Convaincre les victimes de se débarrasser du fardeau

Malgré tout, Denise Ledormeur a à coeur de "changer les regards et les mentalités" pour aider les victimes à se soulager de leur fardeau. 

"Il y a des victimes qui se disent à quoi bon en parler, puisque ça s'est passé il y a très très longtemps, que ça risque d'éclater les familles. Avec toutes les peurs on se tait, et on porte cette souffrance". 

Denise Ledormeur, présidente de l'association Handicap Solidaire

Lila, victime d'inceste pendant des années, témoigne

Lila (prénom d'emprunt), fait partie elle aussi de ces victimes qui ne veulent plus se taire. "J'ai été victime d'inceste à l'âge de 8 ans, jusqu'à mes 15 ans, dans le cercle familial. Je l'ai caché à toute ma famille", raconte-t-elle. 

Si elle a 50 ans aujourd'hui, ce n'est qu'à 45 ans qu'elle a réussi à mettre des mots sur ce mal qui la rongeait, violée pendant 7 ans par un proche de la famille. Car de son propre aveu, elle n'avait pas vraiment compris ce qu'il se passait à l'époque : "C'est avec ces années de recul et l'âge que j'ai vraiment réalisé ce que c'était l'inceste, car je ne pensais pas être victime de cela. Je trouvais ça plus ou moins normal". 

Confronter son agresseur 

Après avoir vécu en portant ce fardeau toutes ces années, elle souhaite se confronter à son agresseur, une démarche qu'elle estime nécessaire pour pouvoir se reconstruire.

"Aujourd'hui, je serais prête à témoigner, mais à ma façon. J'aimerais rencontrer cette personne et lui poser les questions : pourquoi vous m'avez fait ça ? Quelles étaient vos raisons ? Qu'est-ce qui s'est passé dans votre tête ? Voilà les réponses que moi je souhaiterais avoir avant tout" 

Lila (prénom d'emprunt), victime d'inceste pendant 7 ans

27 000 témoignages recueillis en deux ans 

Seulement 3% des coupables de viols d'enfants sont condamnés aujourd'hui. D'où la nécessité, disait-il, de consolider les enquêtes et de prendre davantage au sérieux la parole des enfants. Lors de son passage à La Réunion, le co-président de la Ciivise et juge des enfants Edouard Durand, avait rappelé ce chiffre alarmant : 73% des plaintes déposées pour des violences sexuelles sur des enfants sont classées sans suite.
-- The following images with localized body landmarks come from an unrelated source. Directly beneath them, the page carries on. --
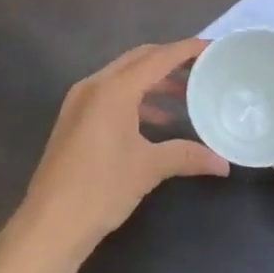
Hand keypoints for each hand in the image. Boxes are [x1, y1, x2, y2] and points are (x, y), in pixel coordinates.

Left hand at [16, 39, 230, 257]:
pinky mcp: (74, 119)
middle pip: (138, 59)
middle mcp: (94, 86)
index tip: (213, 48)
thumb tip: (223, 163)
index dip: (187, 50)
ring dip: (153, 81)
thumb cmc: (101, 189)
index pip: (157, 58)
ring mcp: (80, 102)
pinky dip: (136, 98)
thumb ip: (187, 156)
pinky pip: (111, 94)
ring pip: (123, 77)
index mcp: (113, 89)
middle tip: (201, 67)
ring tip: (185, 95)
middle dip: (170, 60)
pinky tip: (157, 120)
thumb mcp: (149, 168)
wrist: (49, 225)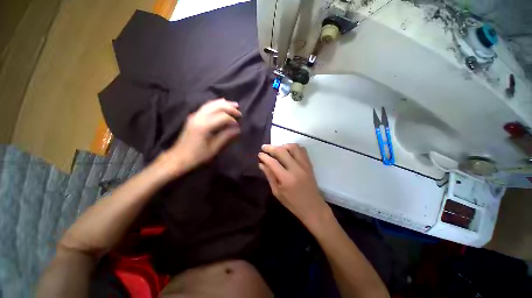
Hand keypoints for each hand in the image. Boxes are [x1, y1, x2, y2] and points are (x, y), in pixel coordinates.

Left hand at [159, 98, 241, 176]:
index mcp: (204, 126)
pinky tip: (221, 105)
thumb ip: (225, 136)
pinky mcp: (193, 117)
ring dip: (223, 103)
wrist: (179, 157)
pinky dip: (215, 104)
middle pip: (216, 106)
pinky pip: (206, 106)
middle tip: (238, 110)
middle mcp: (198, 117)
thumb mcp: (213, 148)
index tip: (238, 125)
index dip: (231, 119)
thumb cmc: (197, 155)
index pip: (222, 117)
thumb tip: (237, 129)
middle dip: (229, 107)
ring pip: (210, 104)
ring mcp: (195, 116)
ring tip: (233, 105)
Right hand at [258, 144, 330, 228]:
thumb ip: (269, 176)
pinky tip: (288, 151)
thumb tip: (261, 164)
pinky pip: (302, 150)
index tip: (259, 154)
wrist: (313, 207)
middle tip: (264, 147)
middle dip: (271, 147)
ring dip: (283, 145)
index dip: (264, 157)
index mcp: (286, 178)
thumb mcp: (277, 192)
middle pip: (282, 151)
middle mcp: (296, 169)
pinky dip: (293, 148)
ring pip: (293, 147)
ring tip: (277, 149)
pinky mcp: (309, 164)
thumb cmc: (292, 203)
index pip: (273, 162)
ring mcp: (304, 165)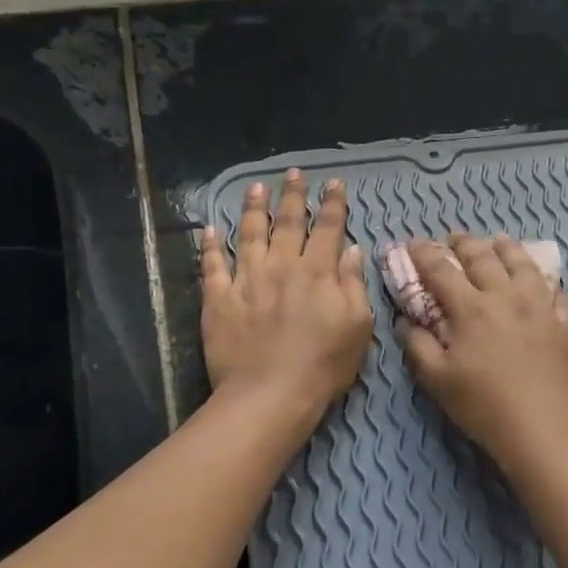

Depuis la création de la Commission indépendantes sur l'inceste et les violences sexuelles faites aux enfants en 2021, environ 27 000 personnes ont pu témoigner partout en France. La Ciivise vient de publier ce jeudi 21 septembre une analyse de leurs récits, soulignant notamment le déni de la société sur le sujet de l’inceste.